O médico alagoano Arthur Ramos, representante do século XX, preferiu “dourar” a pílula do doutor Nina, modificando raça e mestiçamento por cultura e aculturação. “Os problemas nacionais passam a ser relidos à luz do referencial cultural, e não biológico. Assim, ao contrário das mazelas dos genes, supostamente eternas, os da cultura eram alteráveis por processos que mudassem hábitos sociais herdados”, explica Paixão. O racismo à brasileira.
Do lado jurídico, Sílvio Romero, de Recife, passou a defender que “o processo caldeador seria de importância fundamental para a adaptação aos trópicos dos descendentes de europeus e, assim, os eurodescendentes brasileiros, sem perder seus atributos originais, incorporariam o legado dos outros grupos raciais, absorvendo suas melhores qualidades”. Daí para o entusiasmo racial de Gilberto Freyre foi um pequeno passo, cuja grande inovação, nota Paixão, foi valorizar as matrizes genéticas e os hábitos culturais ordinários que formaram o povo brasileiro, sem perder tempo com pudores de ordem ético-racial. O brasileiro agora deveria se orgulhar de sua mistura.
Embora não seja um conceito diretamente forjado por Freyre, logo se começou a falar, pelo globo, da “democracia racial” brasileira, ainda que ela surja num momento em que nem sequer democracia política existia no país. Em São Paulo, Florestan Fernandes, irado com Freyre, retruca esse otimismo (em verdade, o autor de Casa-grande & senzala não escondeu o sadismo que existia na relação entre escravos e senhores, entre negros e brancos) com a tese de que a assimetria da escravidão permaneceu a funcionar.

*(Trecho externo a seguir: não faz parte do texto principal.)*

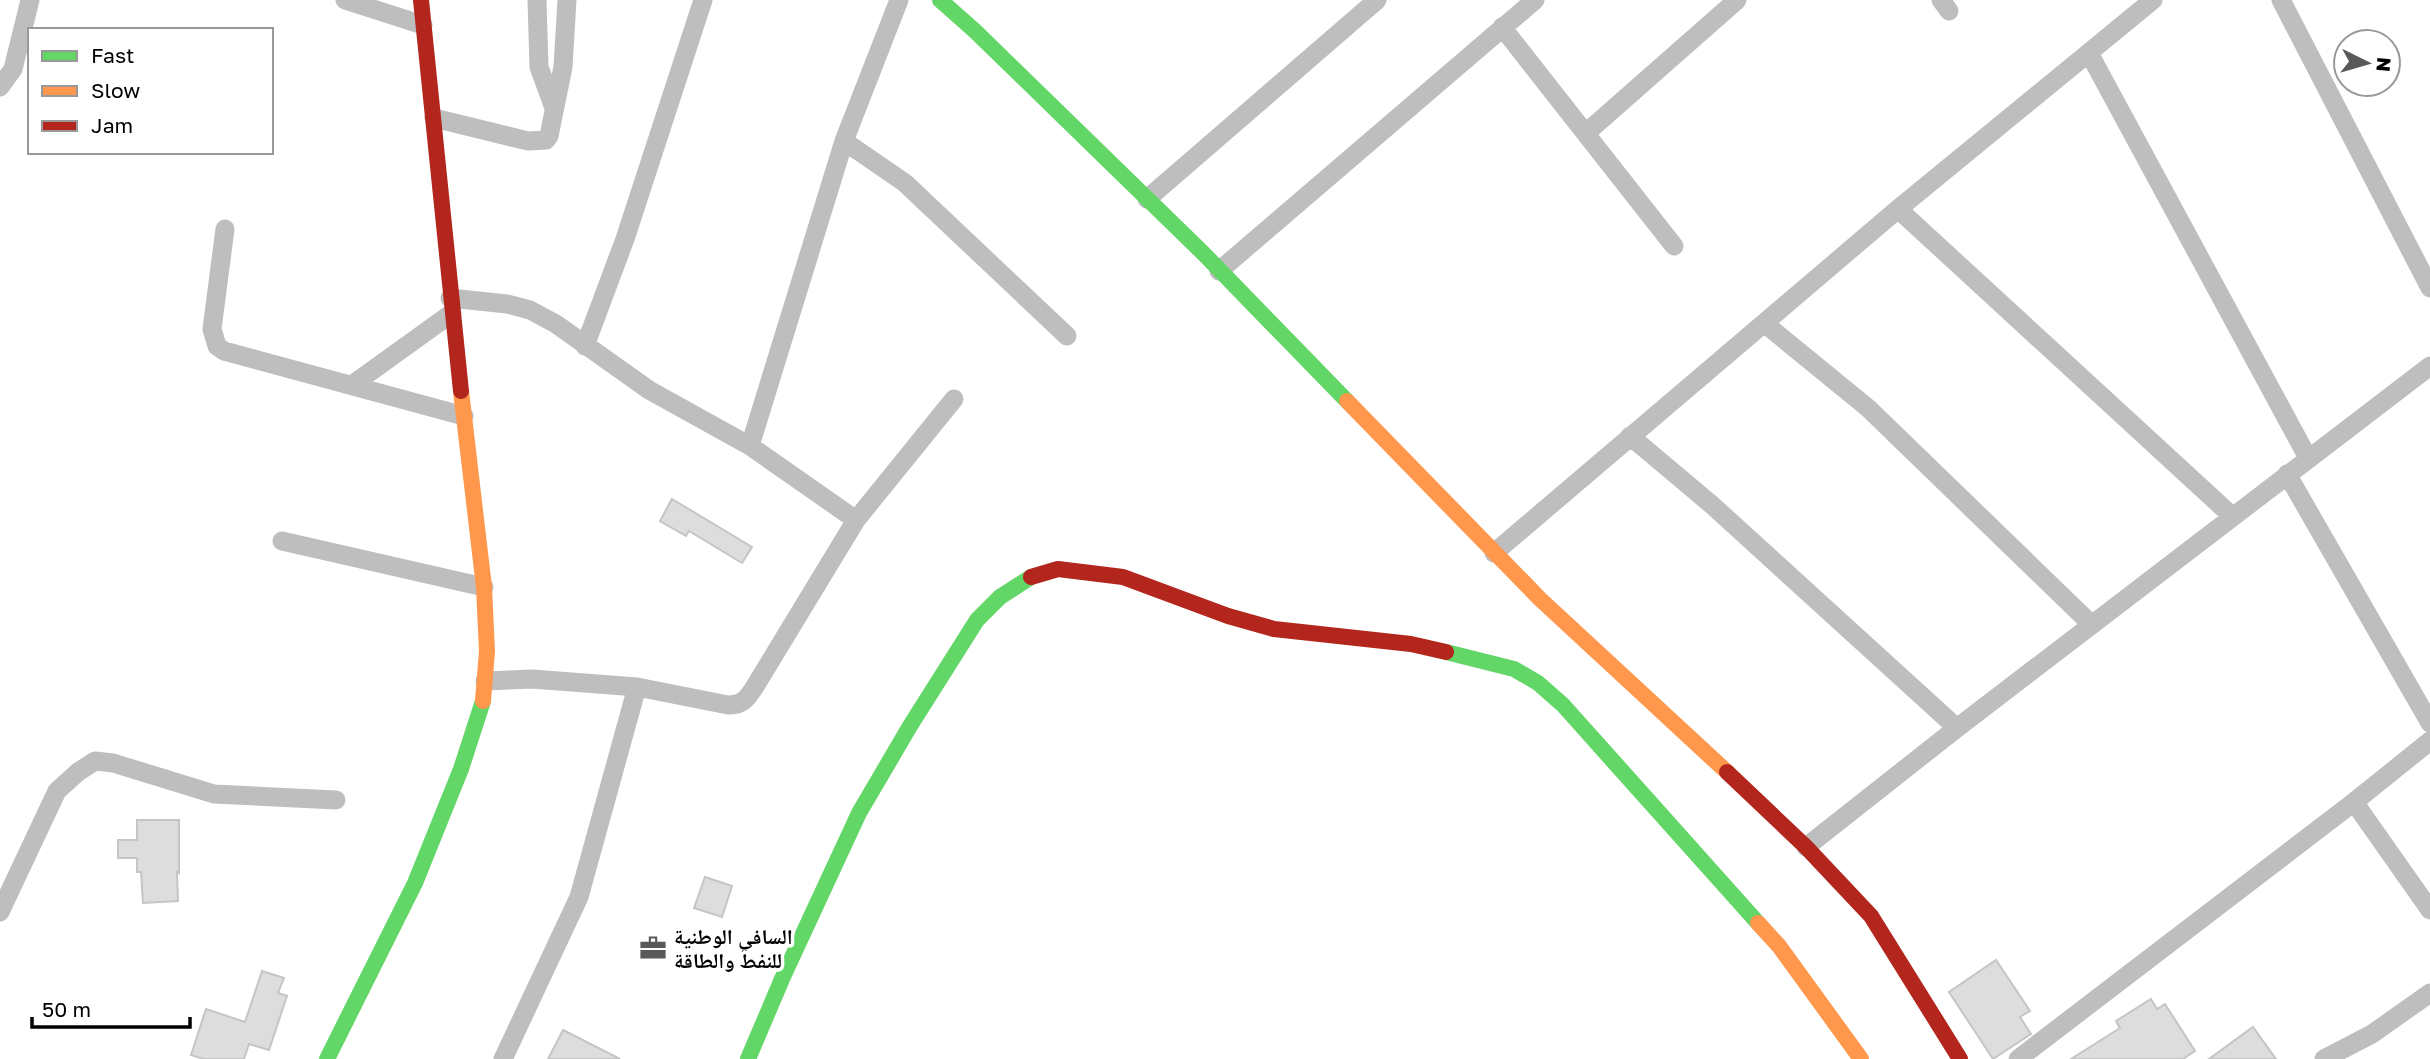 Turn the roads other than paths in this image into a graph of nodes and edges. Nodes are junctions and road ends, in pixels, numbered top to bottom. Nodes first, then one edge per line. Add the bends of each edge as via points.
1 (30, 0) edge
2 (345, 0) edge
3 (421, 0) edge
4 (537, 0) edge
5 (567, 0) edge
6 (704, 0) edge
7 (899, 0) edge
8 (940, 0) edge
9 (1377, 0) edge
10 (1535, 0) edge
11 (1737, 0) edge
12 (2153, 0) edge
13 (2281, 0) edge
14 (423, 25) junction
15 (1503, 27) junction
16 (2089, 53) junction
17 (0, 87) edge
18 (554, 108) junction
19 (434, 118) junction
20 (1586, 133) junction
21 (844, 141) junction
22 (1147, 199) junction
23 (1898, 209) junction
24 (225, 229) dead end
25 (1674, 246) dead end
26 (1219, 271) junction
27 (2430, 288) edge
28 (451, 306) junction
29 (1764, 323) junction
30 (1067, 336) dead end
31 (585, 346) junction
32 (2430, 366) edge
33 (352, 385) junction
34 (954, 399) dead end
35 (464, 415) junction
36 (1630, 436) junction
37 (750, 446) junction
38 (2308, 458) junction
39 (2287, 474) junction
40 (2232, 516) junction
41 (856, 520) junction
42 (282, 541) dead end
43 (1494, 553) junction
44 (484, 587) junction
45 (2091, 624) junction
46 (485, 681) junction
47 (637, 687) junction
48 (2430, 723) edge
49 (1957, 728) junction
50 (2430, 741) edge
51 (336, 800) dead end
52 (2354, 802) junction
53 (1806, 847) junction
54 (2430, 910) edge
55 (0, 912) edge
56 (2430, 993) edge
57 (327, 1059) edge
58 (503, 1059) edge
59 (748, 1059) edge
60 (1861, 1059) edge
61 (1960, 1059) edge
62 (2018, 1059) edge
63 (2324, 1059) edge

1 - 17 street via 13,69
2 - 14 street
3 - 14 street
4 - 18 street via 539,66
5 - 18 street via 563,67
6 - 31 street
7 - 21 street
8 - 22 street
9 - 22 street
10 - 15 street
11 - 20 street
12 - 16 street
13 - 27 street
14 - 19 street
15 - 20 street
15 - 26 street
16 - 23 street
16 - 38 street
18 - 19 street via 549,136 541,142
19 - 28 street
20 - 25 street
21 - 30 street via 905,183
21 - 37 street
22 - 26 street
23 - 29 street
23 - 40 street
24 - 33 street via 212,329 217,346
26 - 43 street
28 - 31 street via 507,304 530,310
28 - 33 street
28 - 35 street
29 - 36 street
29 - 45 street via 1868,408
31 - 37 street via 649,390
32 - 38 street
33 - 35 street
34 - 41 street
35 - 44 street
36 - 43 street
36 - 49 street
37 - 41 street
38 - 39 street
39 - 40 street
39 - 48 street
40 - 45 street
41 - 47 street via 747,700 728,705
42 - 44 street
43 - 53 street
44 - 46 street
45 - 49 street
46 - 47 street via 532,679
46 - 57 street via 484,698 461,769 415,883
47 - 58 street via 579,897
49 - 53 street
50 - 52 street
51 - 55 street via 214,794 113,762 95,761 57,791
52 - 54 street
52 - 62 street
53 - 61 street via 1871,916
56 - 63 street via 2372,1034
59 - 60 street via 859,813 976,620 1026,578 1058,569 1124,576 1228,617 1274,629 1411,644 1514,669 1538,683 1563,705 1779,946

Segundo Fernandes, o processo de modernização trouxera uma possibilidade de não efetiva realização de uma democracia racial, já que o nosso modelo, como o da relação senhor-escravo, permanecia dependente e periférico. Discriminar, longe de exceção, seria uma tradição entre nós. Nos anos 1990 antropólogos como Lilia e Peter Fry vão retomar de forma crítica o “mito da democracia racial”, valorizando, em especial, o conceito de “mito”, já que não se podia acreditar na tal democracia de raças. “Assim como não se pode negar o racismo, não se pode abrir mão de falar das singularidades dessa sociedade misturada.
Não apenas a mistura biológica, mas a miscigenação dos costumes e da religião”, escreveu Lilia. A democracia racial é um mito, não há dúvida. “Mas o mito guarda uma importância por ele mesmo, tendo em vista sinalizar um desejo coletivo, ausente de outras realidades, onde a discriminação racial não faria questão de se manifestar de forma velada. Considerando que toda sociedade se articula em torno de mitos de origem (como o american way of life ou a liberdade, igualdade e fraternidade, dos franceses), o da democracia racial seria apenas um entre outros”, avalia Paixão. “Dessa maneira, se vai longe o contexto intelectual de finais do século passado; se já não é mais cientificamente legítimo falar das diferenças raciais a partir de modelos darwinistas sociais, a raça, porém, permanece como tema central do pensamento brasileiro”, acredita Lilia.